| WHAT IS REQUIRED |
Your answer should hold only the lines from the start of the data below through the line with "4 setmiterlimit", copied exactly, with pictures left out.

═══ RECORDS TO USE

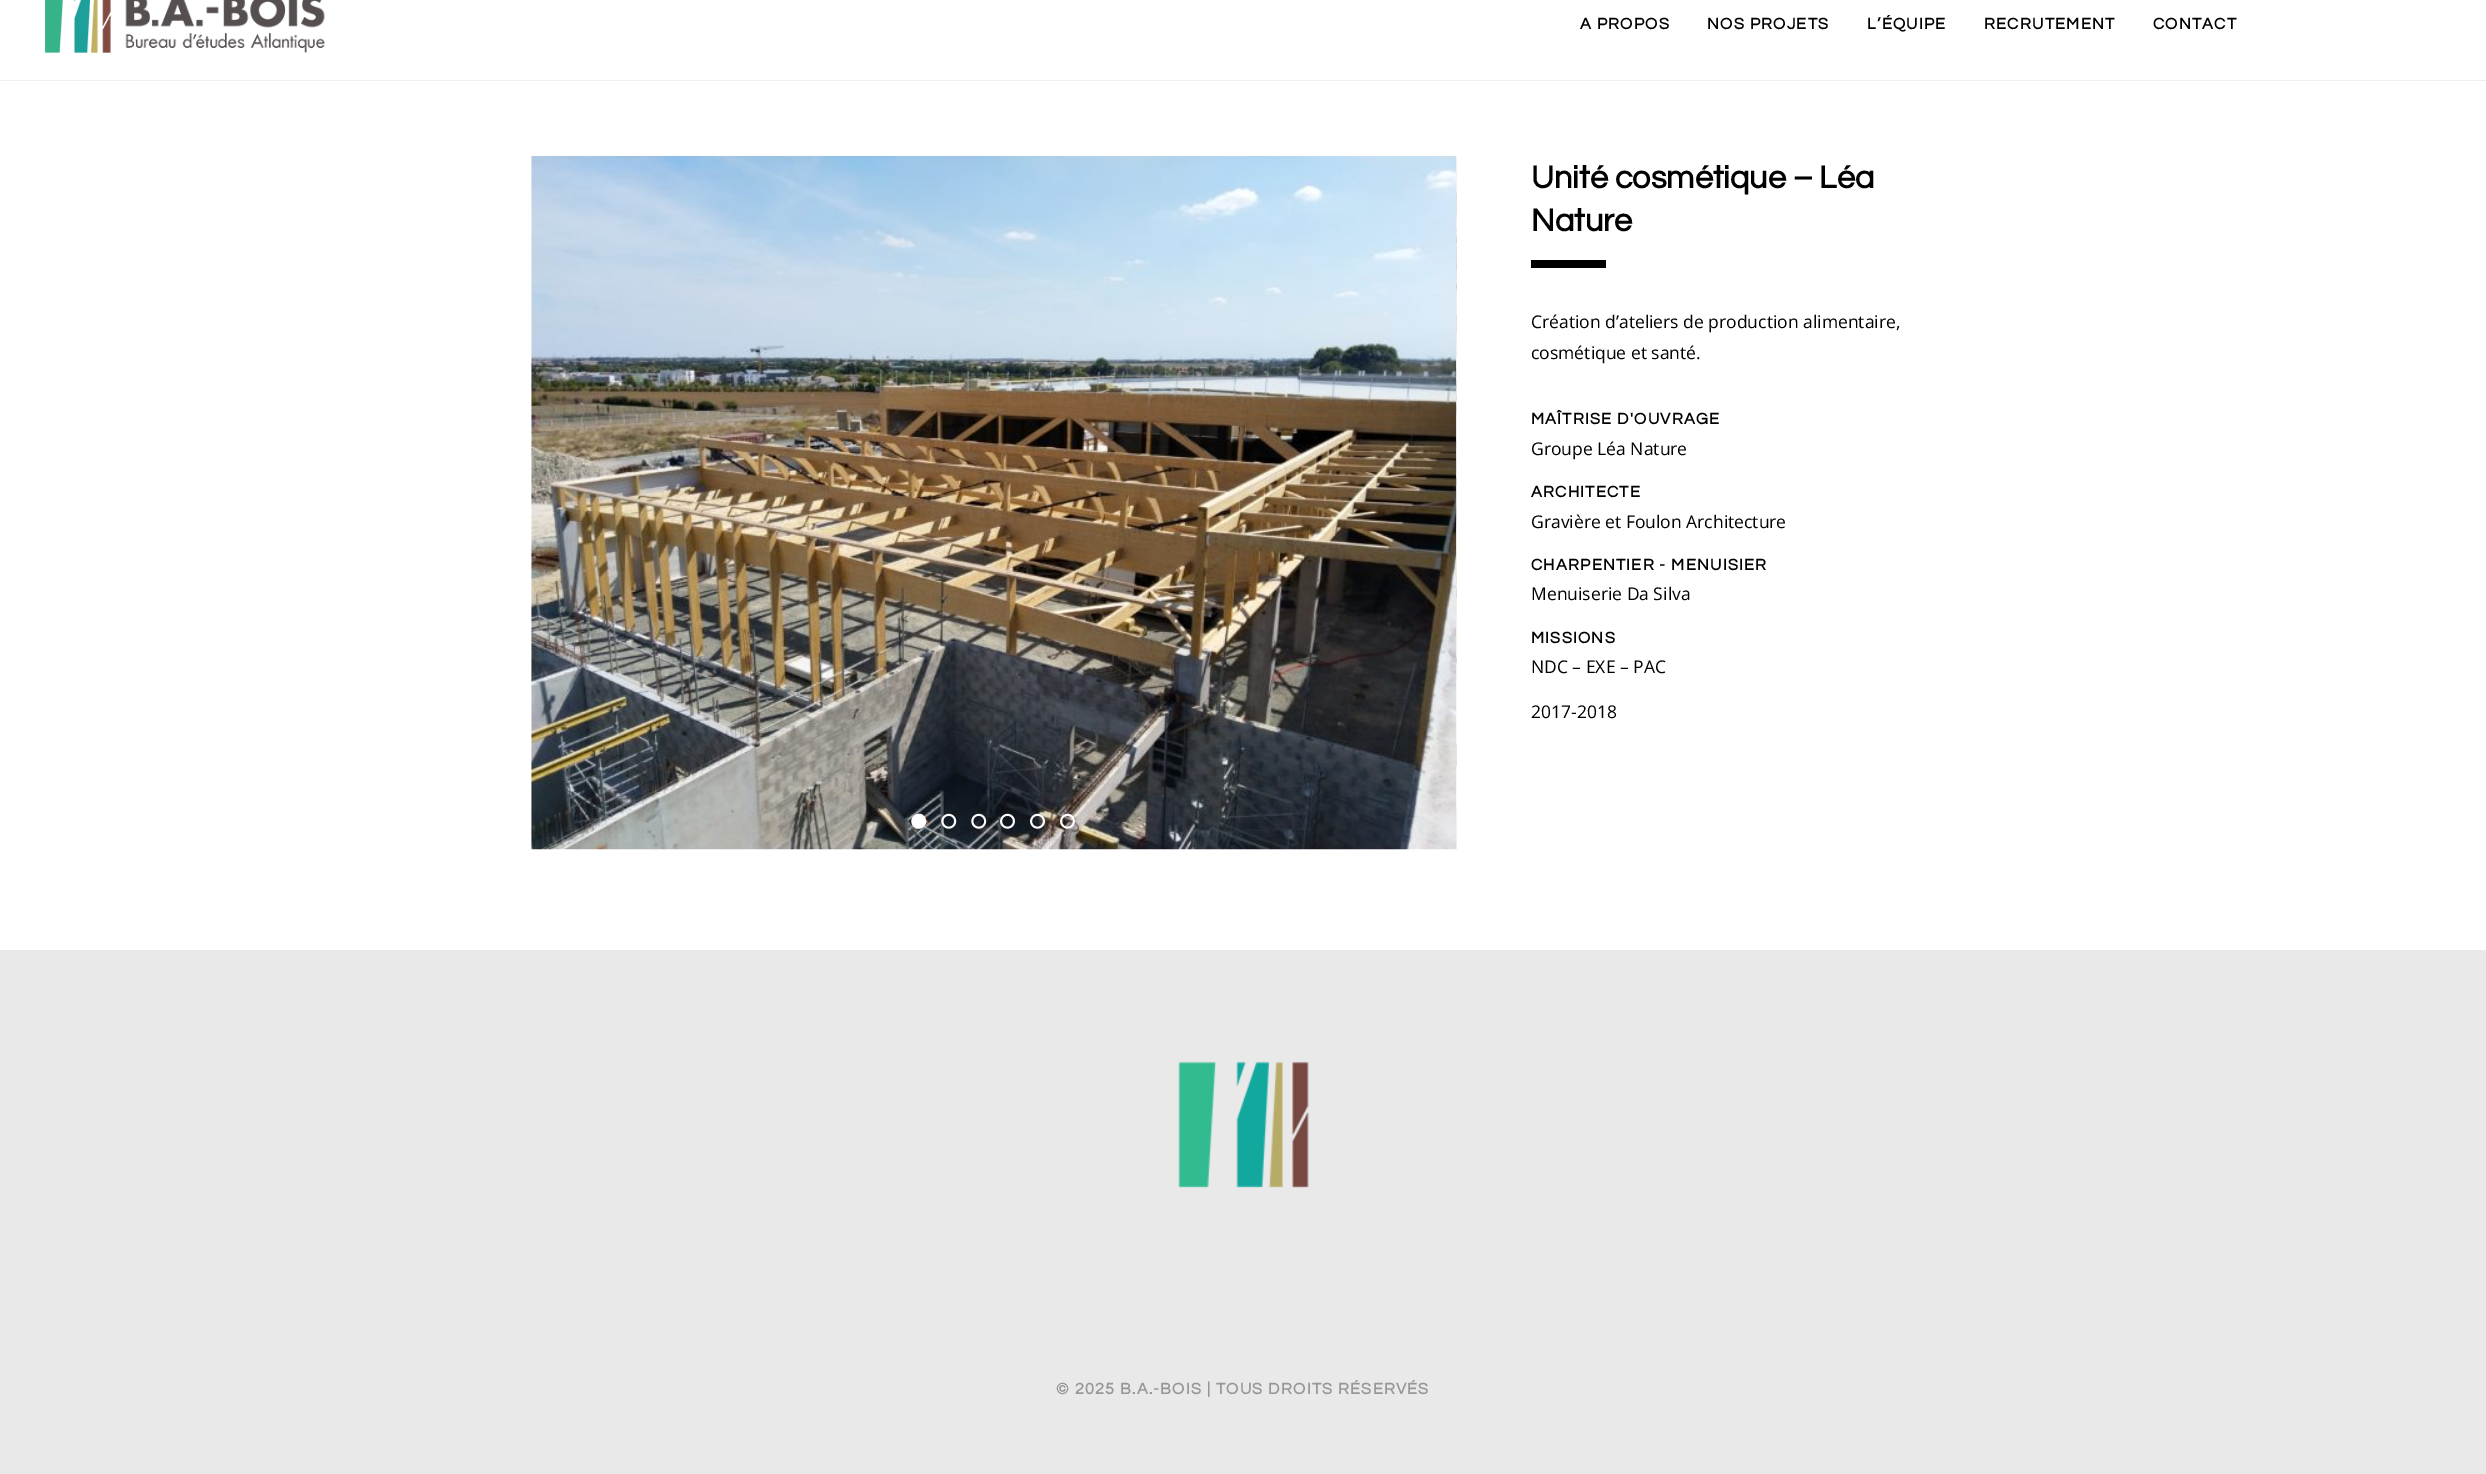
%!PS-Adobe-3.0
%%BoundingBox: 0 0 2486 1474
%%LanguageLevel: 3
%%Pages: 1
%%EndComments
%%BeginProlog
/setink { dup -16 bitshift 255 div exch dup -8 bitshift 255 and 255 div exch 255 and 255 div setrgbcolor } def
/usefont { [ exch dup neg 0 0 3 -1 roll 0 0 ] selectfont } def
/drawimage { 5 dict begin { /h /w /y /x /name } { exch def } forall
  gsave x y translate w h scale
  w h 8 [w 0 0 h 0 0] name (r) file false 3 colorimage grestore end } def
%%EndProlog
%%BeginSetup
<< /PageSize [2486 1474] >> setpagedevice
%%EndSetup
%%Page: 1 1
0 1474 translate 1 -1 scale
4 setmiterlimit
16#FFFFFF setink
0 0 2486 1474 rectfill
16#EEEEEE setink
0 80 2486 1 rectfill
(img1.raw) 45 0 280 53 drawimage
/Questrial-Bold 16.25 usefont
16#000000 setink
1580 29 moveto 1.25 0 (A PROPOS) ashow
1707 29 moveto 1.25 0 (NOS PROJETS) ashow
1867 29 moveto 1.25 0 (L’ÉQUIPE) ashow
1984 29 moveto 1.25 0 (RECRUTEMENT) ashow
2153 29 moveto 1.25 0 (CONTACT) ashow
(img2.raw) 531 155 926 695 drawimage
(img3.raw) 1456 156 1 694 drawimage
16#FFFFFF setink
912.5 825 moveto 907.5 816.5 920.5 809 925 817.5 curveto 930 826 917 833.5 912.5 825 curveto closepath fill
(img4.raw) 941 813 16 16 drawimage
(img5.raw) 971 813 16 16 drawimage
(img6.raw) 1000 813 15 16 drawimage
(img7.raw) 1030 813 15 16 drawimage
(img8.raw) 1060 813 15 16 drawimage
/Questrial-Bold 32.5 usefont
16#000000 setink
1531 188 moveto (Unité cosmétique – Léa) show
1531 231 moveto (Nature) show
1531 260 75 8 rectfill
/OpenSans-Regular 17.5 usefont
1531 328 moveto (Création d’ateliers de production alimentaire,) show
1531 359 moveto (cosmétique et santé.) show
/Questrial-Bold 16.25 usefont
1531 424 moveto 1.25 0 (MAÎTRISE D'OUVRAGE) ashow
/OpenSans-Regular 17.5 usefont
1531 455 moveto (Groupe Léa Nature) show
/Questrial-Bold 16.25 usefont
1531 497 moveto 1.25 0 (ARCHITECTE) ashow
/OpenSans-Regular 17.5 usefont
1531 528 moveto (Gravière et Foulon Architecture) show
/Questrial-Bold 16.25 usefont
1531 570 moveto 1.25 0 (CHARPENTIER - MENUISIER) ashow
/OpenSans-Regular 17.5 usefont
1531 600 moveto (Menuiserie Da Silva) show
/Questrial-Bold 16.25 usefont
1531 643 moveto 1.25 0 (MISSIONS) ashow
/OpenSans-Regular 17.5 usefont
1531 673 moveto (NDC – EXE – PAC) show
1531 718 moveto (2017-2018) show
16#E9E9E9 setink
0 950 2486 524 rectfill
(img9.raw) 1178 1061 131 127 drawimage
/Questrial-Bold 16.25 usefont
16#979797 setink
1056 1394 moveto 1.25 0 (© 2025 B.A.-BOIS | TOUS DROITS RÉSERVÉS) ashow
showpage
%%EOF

══════

| REPLY |
%!PS-Adobe-3.0
%%BoundingBox: 0 0 2486 1474
%%LanguageLevel: 3
%%Pages: 1
%%EndComments
%%BeginProlog
/setink { dup -16 bitshift 255 div exch dup -8 bitshift 255 and 255 div exch 255 and 255 div setrgbcolor } def
/usefont { [ exch dup neg 0 0 3 -1 roll 0 0 ] selectfont } def
/drawimage { 5 dict begin { /h /w /y /x /name } { exch def } forall
  gsave x y translate w h scale
  w h 8 [w 0 0 h 0 0] name (r) file false 3 colorimage grestore end } def
%%EndProlog
%%BeginSetup
<< /PageSize [2486 1474] >> setpagedevice
%%EndSetup
%%Page: 1 1
0 1474 translate 1 -1 scale
4 setmiterlimit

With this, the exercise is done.